Referrer spam in Google Analytics (and other systems) is a growing problem, distorting genuine traffic numbers and making extracting useful data all the more difficult. Fortunately, it's easy to fix.
What is referrer spam?
A referrer is the last page someone was on before clicking through to your page, usually sent with every page view. Referrer spam dates back to the days when many sites published their analytics data (usually generated from server log files). This meant that if you sent traffic to a third party site that did this, an actual link would be created to your site from their analytics pages. For instance, have a look at the links in this demo report (look for referral reports on the left).
Unfortunately, referrer information is set by the browser or software a visitor is using, and can easily be faked or modified. So, spammers sent fake traffic around the web pretending it was referred from their own sites, hoping to create links to their own pages (and that those links would make their sites rank better in Google). A useful side-effect from the spammer's point of view was the occasional click from site owners, wondering why a particular site had sent them traffic.

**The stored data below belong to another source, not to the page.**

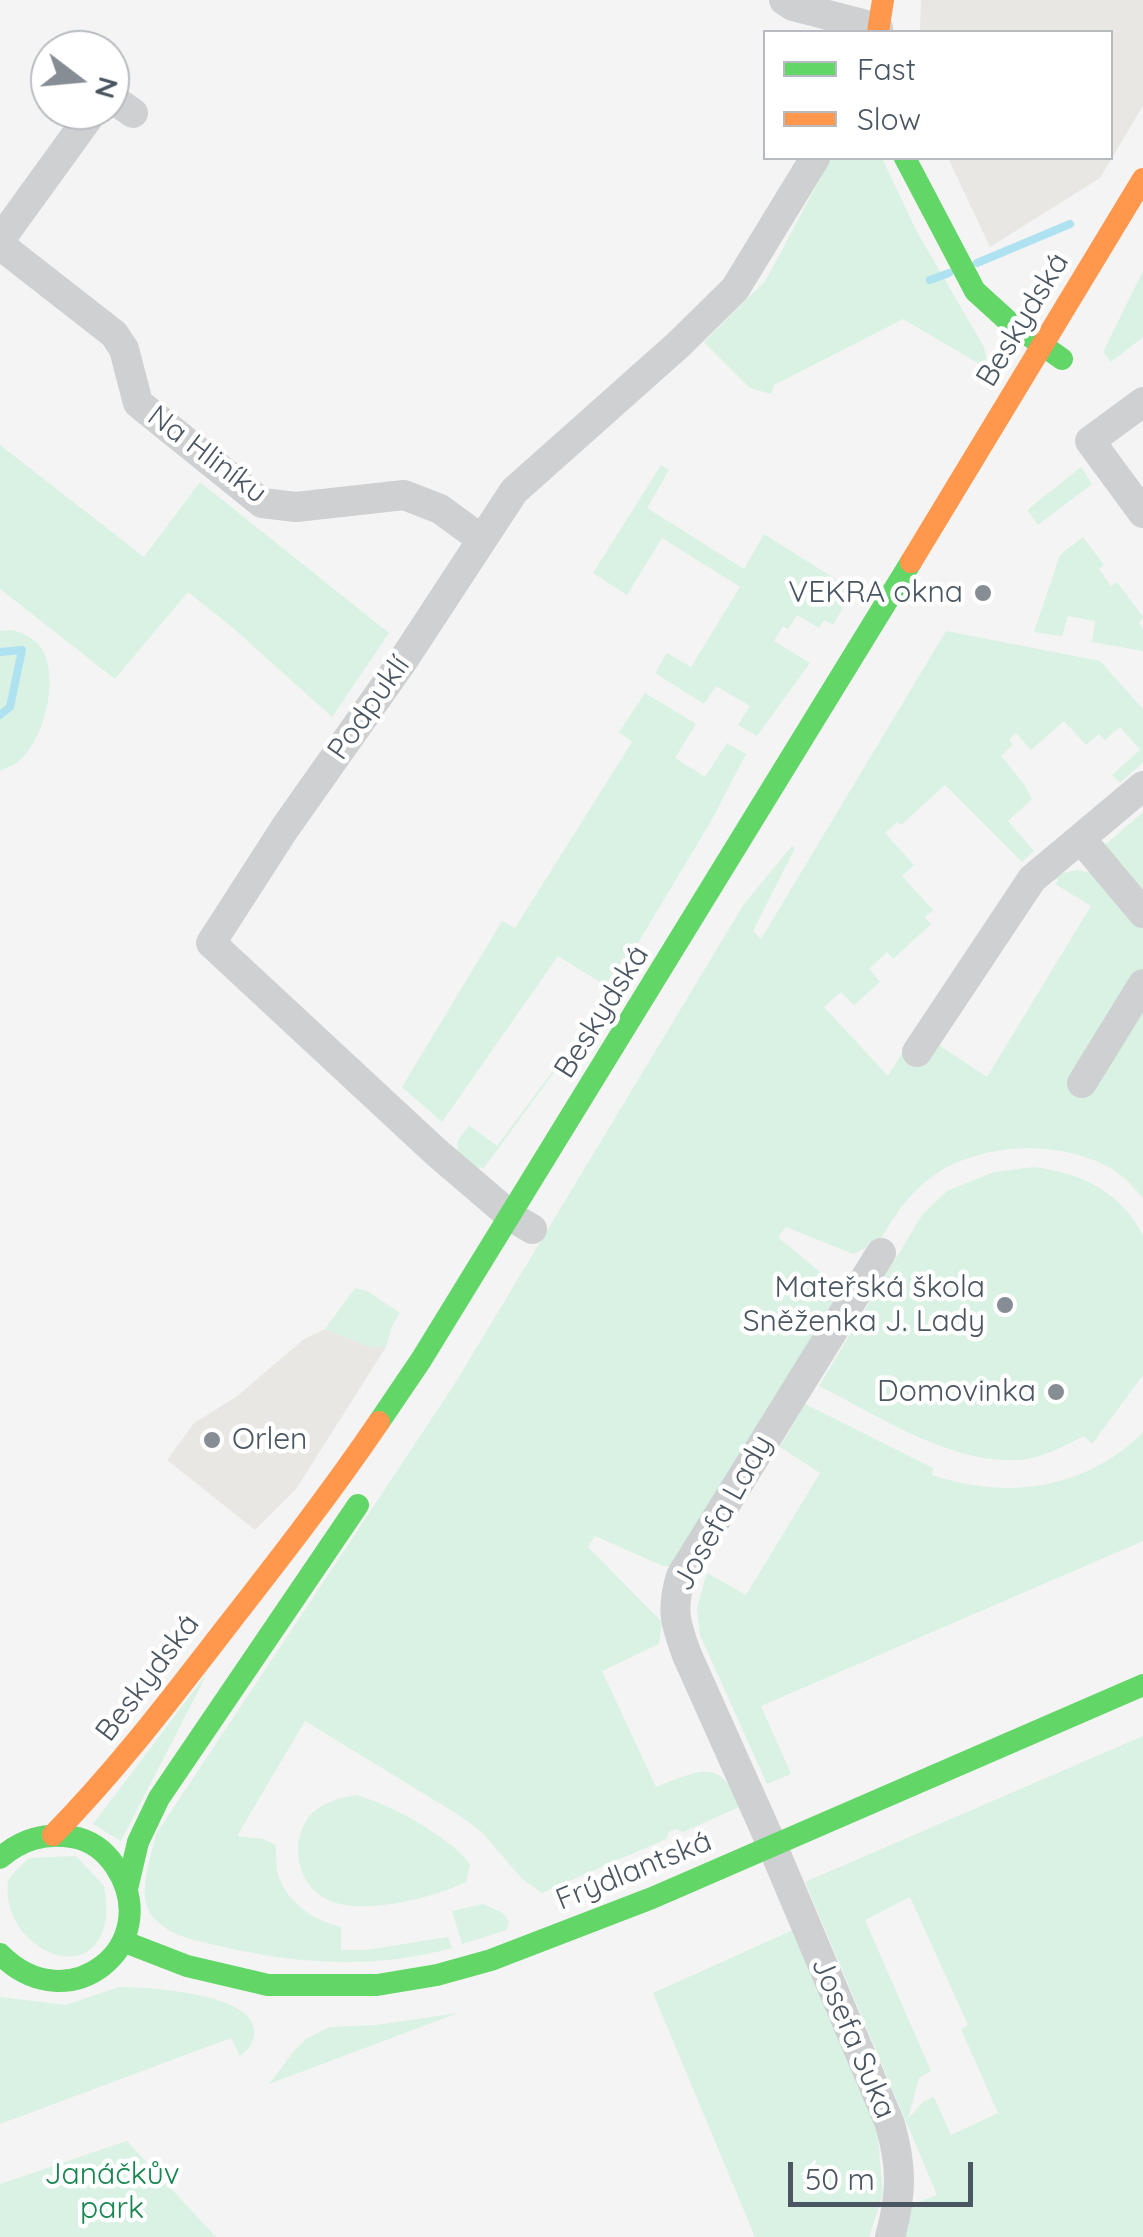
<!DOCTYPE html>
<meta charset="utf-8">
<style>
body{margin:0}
#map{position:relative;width:1143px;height:2237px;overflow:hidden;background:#f4f4f4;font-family:Quicksand,sans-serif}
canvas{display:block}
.legend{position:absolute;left:763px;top:30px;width:350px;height:130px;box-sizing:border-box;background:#fff;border:2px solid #b7bbc0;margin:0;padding:12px 18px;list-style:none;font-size:30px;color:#4a5661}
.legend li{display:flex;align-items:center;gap:20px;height:50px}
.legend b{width:50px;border:2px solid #b7bbc0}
.north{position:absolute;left:30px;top:30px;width:100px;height:100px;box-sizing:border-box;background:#fff;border:2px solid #b7bbc0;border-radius:50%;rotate:106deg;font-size:28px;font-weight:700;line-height:40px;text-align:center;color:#4a5661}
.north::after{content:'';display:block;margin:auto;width:35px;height:45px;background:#868d94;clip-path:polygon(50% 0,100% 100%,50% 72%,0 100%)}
.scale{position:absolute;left:788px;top:2162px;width:185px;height:45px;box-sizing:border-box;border:5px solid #4a5661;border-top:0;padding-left:12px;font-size:30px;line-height:35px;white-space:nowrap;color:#4a5661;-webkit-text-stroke:8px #fff;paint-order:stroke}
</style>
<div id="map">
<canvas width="1143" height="2237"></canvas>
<ul class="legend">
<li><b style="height:12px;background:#63d668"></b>Fast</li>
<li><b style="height:12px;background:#ff974d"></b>Slow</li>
</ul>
<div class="north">N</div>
<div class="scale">50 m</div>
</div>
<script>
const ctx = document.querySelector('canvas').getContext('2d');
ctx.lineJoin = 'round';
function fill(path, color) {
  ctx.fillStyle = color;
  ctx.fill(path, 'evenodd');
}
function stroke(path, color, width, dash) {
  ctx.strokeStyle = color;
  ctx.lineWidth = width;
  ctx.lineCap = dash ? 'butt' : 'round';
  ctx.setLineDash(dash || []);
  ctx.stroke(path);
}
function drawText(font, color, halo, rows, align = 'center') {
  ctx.font = font + ' Quicksand,sans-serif';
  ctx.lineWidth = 9;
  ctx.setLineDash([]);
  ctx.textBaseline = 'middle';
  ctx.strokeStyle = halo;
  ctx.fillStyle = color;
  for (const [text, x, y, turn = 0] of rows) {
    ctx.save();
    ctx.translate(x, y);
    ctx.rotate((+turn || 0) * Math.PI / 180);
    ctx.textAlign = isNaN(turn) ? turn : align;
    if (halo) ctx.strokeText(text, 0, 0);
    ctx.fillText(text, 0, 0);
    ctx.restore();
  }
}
const commercial = new Path2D(`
 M921 0H1143V106L1100 178 990 247 948 158H1110V32H920Z
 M325 1329 370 1347H386L296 1489 255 1530 167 1460 194 1423 236 1397 304 1339Z`);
const green = new Path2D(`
 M831 158H882L916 230 984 347 988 369 903 319 774 385 771 394 750 388 704 342 766 280Z
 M1143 271V337L1111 362 1103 352Z
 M0 445 144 557 200 482 389 633 332 717 233 628 188 592 115 679 0 589Z
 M661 465 669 470 647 508 744 569 764 534 853 590 833 625 824 620 819 628 797 615 788 629 783 626 774 641 810 663 757 736 738 725 750 706 716 686 704 704 655 673 667 653 691 667 740 587 662 538 627 595 593 573Z
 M1081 467 1092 484 1038 525 1027 510Z
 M1083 537 1104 565 1099 569 1111 586 1117 582 1143 617 1139 623 1143 629V651L1092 642 1095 621 1068 616 1062 636 1034 632 1060 555Z
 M12 630C25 634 39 640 44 653 58 682 44 738 21 759 16 765 7 767 0 771V631Z
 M946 631 1100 661 1143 709V762L1120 783 1112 775 1140 750 1120 727 1105 740 1099 734 1086 745 1064 721 1031 750 1016 733 1009 739 1013 745 1001 756 1024 784 1032 799 1008 821 1034 851 1022 862 945 785 901 825 897 822 885 833 914 865 902 876 933 910 925 917 931 924 893 959 887 952 869 969 880 982 854 1005 841 992 824 1007 888 1076 907 1045 931 1040 987 1077 1091 906 1055 884 1058 881 1054 875 1077 870 1092 873 1105 845 1143 812V1198C1134 1188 1126 1178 1115 1171 1064 1138 977 1141 929 1179 906 1197 890 1221 877 1247L869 1242 866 1248 853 1254 786 1227 778 1237 832 1282 835 1299 672 1566H663L595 1536 588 1547 662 1622 659 1644 602 1671 656 1787C695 1773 721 1754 739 1807L683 1832 675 1829 669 1832 666 1839 542 1893 522 1879 482 1832 457 1814 305 1721 237 1836 264 1839 275 1845C277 1853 276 1861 277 1870 284 1901 312 1920 341 1927V1950H366L448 1937 452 1948C372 1970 294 1964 215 1945 194 1940 167 1935 152 1916 136 1895 151 1858 156 1834L454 1385 744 904 792 846 795 848 753 931 761 939Z
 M645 693 696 724 675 758 705 777 727 743 746 754 710 823 590 1023 484 1168 474 1167 458 1154 457 1142 469 1125 497 1146 555 1068 608 987 558 956 442 1122 402 1087 502 921 515 928 632 742 619 732Z
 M1034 1167C1081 1173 1122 1192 1143 1236V1375L1092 1444 1084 1436C1063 1446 1042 1459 1017 1460 948 1463 879 1416 819 1386L922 1215 947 1191 994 1172Z
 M355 1288 367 1291 400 1313 392 1326 386 1347H370L325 1329Z
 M805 1404 933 1468 932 1475C1006 1500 1086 1490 1143 1432V1541L761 1706 791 1774 767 1784 700 1635 697 1608 707 1573 746 1595 820 1473 780 1447Z
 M208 1672 121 1841 93 1824Z
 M1143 1736V2237H904L912 2204 937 2195 805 1882ZM910 1897 968 2025 961 2029 998 2113 951 2135 934 2097 924 2101 908 2119 919 2078 931 2071 865 1920Z
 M355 1795C384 1801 455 1839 470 1865L466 1882C433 1898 362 1916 328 1900 296 1885 288 1839 312 1813 324 1802 340 1798 355 1795Z
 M76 1856 104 1886C105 1896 107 1907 106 1917 96 1992 0 1949 8 1881 13 1872 22 1865 29 1858Z
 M483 1904 503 1913 509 1922 507 1930 462 1944 452 1911Z
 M793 1930 877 2128 883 2194 869 2237H755L653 1993Z
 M119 1987C147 1987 252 1993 254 2030 255 2041 249 2050 240 2056L231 2038 0 2124V1997L66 2005Z
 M458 2013 269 2084 294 2051 306 2039 329 2027 376 2025Z
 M127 2141 216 2237H0V2184Z`);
const stream = new Path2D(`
 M977 263 1070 224
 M930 280 949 273
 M0 652 22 650 10 707 0 715`);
const street = new Path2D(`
 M784 0 793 6 878 28
 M110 97 133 113
 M0 240 94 110
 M0 245 114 334 124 349 138 403 262 503 296 507 404 495 440 509 481 539
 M1143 402 1090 441 1143 513
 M1081 839 1143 913
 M917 1052 1032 879 1143 786
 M1082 1083 1143 984
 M532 1229 512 1217 436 1152 211 943 285 828 402 662 514 491 678 345 735 289 815 158
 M881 1253 681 1576C671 1609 675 1623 687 1655L772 1845 890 2124C902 2167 902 2193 890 2237`);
const fast = new Path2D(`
 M905 158 975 291 1008 321 1062 359
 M379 1422 421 1360 911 562
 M0 1858C22 1839 44 1833 72 1837 91 1840 105 1851 115 1866 167 1944 69 2024 0 1954
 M127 1889 138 1842 159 1798 358 1505
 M125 1942 187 1966 268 1985H377L437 1975 491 1960 652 1898 1143 1685`);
const slow = new Path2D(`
 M878 32 883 0
 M911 562 1143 179
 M53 1835C116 1771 169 1701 224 1630 277 1562 330 1494 379 1422`);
const markers = [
 [983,593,10,"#868d94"],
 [1005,1305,10,"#868d94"],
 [1056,1392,10,"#868d94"],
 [212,1440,10,"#868d94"]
];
const streetNames = [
 ["Beskydská",1023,320,-59],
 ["Na Hliníku",207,455,37],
 ["Podpuklí",369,708,-55],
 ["Beskydská",602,1012,-58],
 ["Josefa Lady",723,1513,-61],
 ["Beskydská",148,1678,-53],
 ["Frýdlantská",634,1871,-22],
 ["Josefa Suka",853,2038,67]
];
const poiNames = [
 ["VEKRA okna",963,593],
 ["Mateřská škola",985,1288],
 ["Sněženka J. Lady",985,1322],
 ["Domovinka",1036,1392],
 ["Orlen",232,1440,"left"]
];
const parkNames = [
 ["Janáčkův",112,2175],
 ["park",112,2209]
];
fill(commercial, '#e8e7e3');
fill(green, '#d9f2e3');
stroke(stream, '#aee2f0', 8);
stroke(street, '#ced0d2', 30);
stroke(fast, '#63d668', 22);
stroke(slow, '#ff974d', 22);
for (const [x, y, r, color] of markers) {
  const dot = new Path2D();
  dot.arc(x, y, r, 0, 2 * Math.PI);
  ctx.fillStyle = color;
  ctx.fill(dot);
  stroke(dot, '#fff', 4);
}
drawText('30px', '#4a5661', '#fff', streetNames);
drawText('30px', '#4a5661', '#fff', poiNames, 'right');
drawText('30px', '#17864f', '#fff', parkNames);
</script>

Why spam Google Analytics?
Google Analytics reporting is not publicly accessible, however it's usage is so wide (something like 2/3 of the most visited sites online use it) that spammers decided the "curiosity clicks" alone would be worth their efforts, and set about spamming referrers on a massive scale, hoping to attract traffic to their sites. Unfortunately, the way a typical Google Analytics project is set up makes this very easy for them:
- Everyone's tracking code is the same, apart from their ID number (e.g. UA-12345-1)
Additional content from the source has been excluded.